- **TASK DIRECTIONS**:
An identical copy of all records below is to be written out.

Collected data
<<<<

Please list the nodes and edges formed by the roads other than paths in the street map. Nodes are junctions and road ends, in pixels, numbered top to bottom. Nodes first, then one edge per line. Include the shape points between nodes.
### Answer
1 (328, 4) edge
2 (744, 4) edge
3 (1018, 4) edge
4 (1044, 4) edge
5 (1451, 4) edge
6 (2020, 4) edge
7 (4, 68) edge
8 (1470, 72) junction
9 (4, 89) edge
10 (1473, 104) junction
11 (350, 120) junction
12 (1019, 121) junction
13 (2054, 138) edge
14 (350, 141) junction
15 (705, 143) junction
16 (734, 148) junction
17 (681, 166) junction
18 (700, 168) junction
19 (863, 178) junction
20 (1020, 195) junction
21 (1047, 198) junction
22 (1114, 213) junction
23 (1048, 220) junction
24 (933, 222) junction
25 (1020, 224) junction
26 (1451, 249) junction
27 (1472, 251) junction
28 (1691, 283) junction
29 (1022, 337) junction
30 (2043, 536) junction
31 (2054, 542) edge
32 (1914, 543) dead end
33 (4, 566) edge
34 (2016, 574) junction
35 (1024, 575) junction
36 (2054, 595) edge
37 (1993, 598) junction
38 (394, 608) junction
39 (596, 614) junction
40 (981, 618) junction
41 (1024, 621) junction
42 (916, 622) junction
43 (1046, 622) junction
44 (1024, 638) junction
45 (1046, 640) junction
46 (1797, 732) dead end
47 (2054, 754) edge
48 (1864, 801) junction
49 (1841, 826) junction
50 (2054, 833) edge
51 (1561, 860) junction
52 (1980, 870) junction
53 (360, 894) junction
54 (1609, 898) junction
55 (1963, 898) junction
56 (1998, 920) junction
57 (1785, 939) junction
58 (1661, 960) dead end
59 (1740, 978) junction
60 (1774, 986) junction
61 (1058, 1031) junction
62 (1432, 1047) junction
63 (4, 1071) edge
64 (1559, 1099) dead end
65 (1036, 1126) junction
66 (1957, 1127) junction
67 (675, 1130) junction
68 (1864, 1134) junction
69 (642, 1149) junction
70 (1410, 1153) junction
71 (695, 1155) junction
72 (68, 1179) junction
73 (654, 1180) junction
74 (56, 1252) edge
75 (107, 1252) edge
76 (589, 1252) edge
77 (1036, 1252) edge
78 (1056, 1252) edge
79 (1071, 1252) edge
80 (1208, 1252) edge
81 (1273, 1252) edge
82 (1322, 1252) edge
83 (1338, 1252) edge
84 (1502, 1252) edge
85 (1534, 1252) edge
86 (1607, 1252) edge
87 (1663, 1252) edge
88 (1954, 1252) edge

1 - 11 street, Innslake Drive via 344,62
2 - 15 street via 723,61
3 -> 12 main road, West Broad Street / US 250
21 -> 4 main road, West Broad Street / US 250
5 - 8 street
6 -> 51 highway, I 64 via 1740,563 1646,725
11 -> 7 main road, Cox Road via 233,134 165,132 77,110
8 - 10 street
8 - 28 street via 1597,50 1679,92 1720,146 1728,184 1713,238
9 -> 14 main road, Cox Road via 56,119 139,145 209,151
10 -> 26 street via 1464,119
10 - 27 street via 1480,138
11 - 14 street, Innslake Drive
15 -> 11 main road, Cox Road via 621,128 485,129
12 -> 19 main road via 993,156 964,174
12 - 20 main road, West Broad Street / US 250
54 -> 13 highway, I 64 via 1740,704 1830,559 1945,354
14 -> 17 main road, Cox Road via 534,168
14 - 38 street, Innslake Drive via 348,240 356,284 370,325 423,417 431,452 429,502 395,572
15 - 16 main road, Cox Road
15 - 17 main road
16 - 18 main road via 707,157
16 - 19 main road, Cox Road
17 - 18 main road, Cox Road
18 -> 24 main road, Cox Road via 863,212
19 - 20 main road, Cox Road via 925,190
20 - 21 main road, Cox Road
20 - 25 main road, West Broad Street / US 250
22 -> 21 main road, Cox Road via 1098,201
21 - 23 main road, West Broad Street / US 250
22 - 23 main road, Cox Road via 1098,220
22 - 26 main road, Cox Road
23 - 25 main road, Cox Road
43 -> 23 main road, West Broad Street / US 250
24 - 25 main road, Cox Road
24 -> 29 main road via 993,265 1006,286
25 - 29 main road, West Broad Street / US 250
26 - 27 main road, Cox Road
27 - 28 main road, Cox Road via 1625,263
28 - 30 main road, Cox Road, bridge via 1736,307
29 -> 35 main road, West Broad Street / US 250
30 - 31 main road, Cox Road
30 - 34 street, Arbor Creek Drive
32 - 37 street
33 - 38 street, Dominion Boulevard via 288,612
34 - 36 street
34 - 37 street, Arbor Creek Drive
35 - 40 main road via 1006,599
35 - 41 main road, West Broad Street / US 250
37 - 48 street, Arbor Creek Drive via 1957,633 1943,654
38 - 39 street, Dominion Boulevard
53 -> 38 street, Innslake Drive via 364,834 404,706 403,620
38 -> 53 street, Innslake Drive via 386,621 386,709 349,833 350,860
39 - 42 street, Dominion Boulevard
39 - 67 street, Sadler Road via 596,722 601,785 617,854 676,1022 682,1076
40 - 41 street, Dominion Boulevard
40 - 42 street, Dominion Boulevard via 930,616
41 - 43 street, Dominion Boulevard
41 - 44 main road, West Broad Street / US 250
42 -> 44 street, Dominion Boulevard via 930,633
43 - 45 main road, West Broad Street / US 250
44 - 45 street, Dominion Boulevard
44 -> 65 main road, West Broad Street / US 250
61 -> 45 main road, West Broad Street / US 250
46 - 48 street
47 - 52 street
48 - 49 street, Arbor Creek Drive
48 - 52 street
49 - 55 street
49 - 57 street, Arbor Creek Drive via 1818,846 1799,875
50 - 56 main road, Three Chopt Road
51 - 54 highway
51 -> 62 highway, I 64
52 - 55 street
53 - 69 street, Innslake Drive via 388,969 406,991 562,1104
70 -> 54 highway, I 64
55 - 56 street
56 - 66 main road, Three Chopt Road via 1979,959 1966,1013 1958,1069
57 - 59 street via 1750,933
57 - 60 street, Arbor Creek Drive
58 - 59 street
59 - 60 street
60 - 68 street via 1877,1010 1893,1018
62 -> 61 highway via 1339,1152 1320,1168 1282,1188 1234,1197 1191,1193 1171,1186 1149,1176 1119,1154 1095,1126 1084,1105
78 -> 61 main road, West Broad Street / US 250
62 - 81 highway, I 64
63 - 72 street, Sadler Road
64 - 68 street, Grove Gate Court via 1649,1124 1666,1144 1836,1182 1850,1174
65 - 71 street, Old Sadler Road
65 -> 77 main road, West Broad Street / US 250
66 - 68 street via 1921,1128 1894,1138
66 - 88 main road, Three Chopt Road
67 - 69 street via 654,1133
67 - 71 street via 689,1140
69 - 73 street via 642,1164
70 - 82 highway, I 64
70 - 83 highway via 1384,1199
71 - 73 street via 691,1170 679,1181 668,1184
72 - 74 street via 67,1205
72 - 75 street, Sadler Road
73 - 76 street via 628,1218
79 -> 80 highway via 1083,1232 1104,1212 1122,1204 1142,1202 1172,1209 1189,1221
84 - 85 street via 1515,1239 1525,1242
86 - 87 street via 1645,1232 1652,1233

>>>>

- **RESPONSE BOX**:
Please list the nodes and edges formed by the roads other than paths in the street map. Nodes are junctions and road ends, in pixels, numbered top to bottom. Nodes first, then one edge per line. Include the shape points between nodes.
### Answer
1 (328, 4) edge
2 (744, 4) edge
3 (1018, 4) edge
4 (1044, 4) edge
5 (1451, 4) edge
6 (2020, 4) edge
7 (4, 68) edge
8 (1470, 72) junction
9 (4, 89) edge
10 (1473, 104) junction
11 (350, 120) junction
12 (1019, 121) junction
13 (2054, 138) edge
14 (350, 141) junction
15 (705, 143) junction
16 (734, 148) junction
17 (681, 166) junction
18 (700, 168) junction
19 (863, 178) junction
20 (1020, 195) junction
21 (1047, 198) junction
22 (1114, 213) junction
23 (1048, 220) junction
24 (933, 222) junction
25 (1020, 224) junction
26 (1451, 249) junction
27 (1472, 251) junction
28 (1691, 283) junction
29 (1022, 337) junction
30 (2043, 536) junction
31 (2054, 542) edge
32 (1914, 543) dead end
33 (4, 566) edge
34 (2016, 574) junction
35 (1024, 575) junction
36 (2054, 595) edge
37 (1993, 598) junction
38 (394, 608) junction
39 (596, 614) junction
40 (981, 618) junction
41 (1024, 621) junction
42 (916, 622) junction
43 (1046, 622) junction
44 (1024, 638) junction
45 (1046, 640) junction
46 (1797, 732) dead end
47 (2054, 754) edge
48 (1864, 801) junction
49 (1841, 826) junction
50 (2054, 833) edge
51 (1561, 860) junction
52 (1980, 870) junction
53 (360, 894) junction
54 (1609, 898) junction
55 (1963, 898) junction
56 (1998, 920) junction
57 (1785, 939) junction
58 (1661, 960) dead end
59 (1740, 978) junction
60 (1774, 986) junction
61 (1058, 1031) junction
62 (1432, 1047) junction
63 (4, 1071) edge
64 (1559, 1099) dead end
65 (1036, 1126) junction
66 (1957, 1127) junction
67 (675, 1130) junction
68 (1864, 1134) junction
69 (642, 1149) junction
70 (1410, 1153) junction
71 (695, 1155) junction
72 (68, 1179) junction
73 (654, 1180) junction
74 (56, 1252) edge
75 (107, 1252) edge
76 (589, 1252) edge
77 (1036, 1252) edge
78 (1056, 1252) edge
79 (1071, 1252) edge
80 (1208, 1252) edge
81 (1273, 1252) edge
82 (1322, 1252) edge
83 (1338, 1252) edge
84 (1502, 1252) edge
85 (1534, 1252) edge
86 (1607, 1252) edge
87 (1663, 1252) edge
88 (1954, 1252) edge

1 - 11 street, Innslake Drive via 344,62
2 - 15 street via 723,61
3 -> 12 main road, West Broad Street / US 250
21 -> 4 main road, West Broad Street / US 250
5 - 8 street
6 -> 51 highway, I 64 via 1740,563 1646,725
11 -> 7 main road, Cox Road via 233,134 165,132 77,110
8 - 10 street
8 - 28 street via 1597,50 1679,92 1720,146 1728,184 1713,238
9 -> 14 main road, Cox Road via 56,119 139,145 209,151
10 -> 26 street via 1464,119
10 - 27 street via 1480,138
11 - 14 street, Innslake Drive
15 -> 11 main road, Cox Road via 621,128 485,129
12 -> 19 main road via 993,156 964,174
12 - 20 main road, West Broad Street / US 250
54 -> 13 highway, I 64 via 1740,704 1830,559 1945,354
14 -> 17 main road, Cox Road via 534,168
14 - 38 street, Innslake Drive via 348,240 356,284 370,325 423,417 431,452 429,502 395,572
15 - 16 main road, Cox Road
15 - 17 main road
16 - 18 main road via 707,157
16 - 19 main road, Cox Road
17 - 18 main road, Cox Road
18 -> 24 main road, Cox Road via 863,212
19 - 20 main road, Cox Road via 925,190
20 - 21 main road, Cox Road
20 - 25 main road, West Broad Street / US 250
22 -> 21 main road, Cox Road via 1098,201
21 - 23 main road, West Broad Street / US 250
22 - 23 main road, Cox Road via 1098,220
22 - 26 main road, Cox Road
23 - 25 main road, Cox Road
43 -> 23 main road, West Broad Street / US 250
24 - 25 main road, Cox Road
24 -> 29 main road via 993,265 1006,286
25 - 29 main road, West Broad Street / US 250
26 - 27 main road, Cox Road
27 - 28 main road, Cox Road via 1625,263
28 - 30 main road, Cox Road, bridge via 1736,307
29 -> 35 main road, West Broad Street / US 250
30 - 31 main road, Cox Road
30 - 34 street, Arbor Creek Drive
32 - 37 street
33 - 38 street, Dominion Boulevard via 288,612
34 - 36 street
34 - 37 street, Arbor Creek Drive
35 - 40 main road via 1006,599
35 - 41 main road, West Broad Street / US 250
37 - 48 street, Arbor Creek Drive via 1957,633 1943,654
38 - 39 street, Dominion Boulevard
53 -> 38 street, Innslake Drive via 364,834 404,706 403,620
38 -> 53 street, Innslake Drive via 386,621 386,709 349,833 350,860
39 - 42 street, Dominion Boulevard
39 - 67 street, Sadler Road via 596,722 601,785 617,854 676,1022 682,1076
40 - 41 street, Dominion Boulevard
40 - 42 street, Dominion Boulevard via 930,616
41 - 43 street, Dominion Boulevard
41 - 44 main road, West Broad Street / US 250
42 -> 44 street, Dominion Boulevard via 930,633
43 - 45 main road, West Broad Street / US 250
44 - 45 street, Dominion Boulevard
44 -> 65 main road, West Broad Street / US 250
61 -> 45 main road, West Broad Street / US 250
46 - 48 street
47 - 52 street
48 - 49 street, Arbor Creek Drive
48 - 52 street
49 - 55 street
49 - 57 street, Arbor Creek Drive via 1818,846 1799,875
50 - 56 main road, Three Chopt Road
51 - 54 highway
51 -> 62 highway, I 64
52 - 55 street
53 - 69 street, Innslake Drive via 388,969 406,991 562,1104
70 -> 54 highway, I 64
55 - 56 street
56 - 66 main road, Three Chopt Road via 1979,959 1966,1013 1958,1069
57 - 59 street via 1750,933
57 - 60 street, Arbor Creek Drive
58 - 59 street
59 - 60 street
60 - 68 street via 1877,1010 1893,1018
62 -> 61 highway via 1339,1152 1320,1168 1282,1188 1234,1197 1191,1193 1171,1186 1149,1176 1119,1154 1095,1126 1084,1105
78 -> 61 main road, West Broad Street / US 250
62 - 81 highway, I 64
63 - 72 street, Sadler Road
64 - 68 street, Grove Gate Court via 1649,1124 1666,1144 1836,1182 1850,1174
65 - 71 street, Old Sadler Road
65 -> 77 main road, West Broad Street / US 250
66 - 68 street via 1921,1128 1894,1138
66 - 88 main road, Three Chopt Road
67 - 69 street via 654,1133
67 - 71 street via 689,1140
69 - 73 street via 642,1164
70 - 82 highway, I 64
70 - 83 highway via 1384,1199
71 - 73 street via 691,1170 679,1181 668,1184
72 - 74 street via 67,1205
72 - 75 street, Sadler Road
73 - 76 street via 628,1218
79 -> 80 highway via 1083,1232 1104,1212 1122,1204 1142,1202 1172,1209 1189,1221
84 - 85 street via 1515,1239 1525,1242
86 - 87 street via 1645,1232 1652,1233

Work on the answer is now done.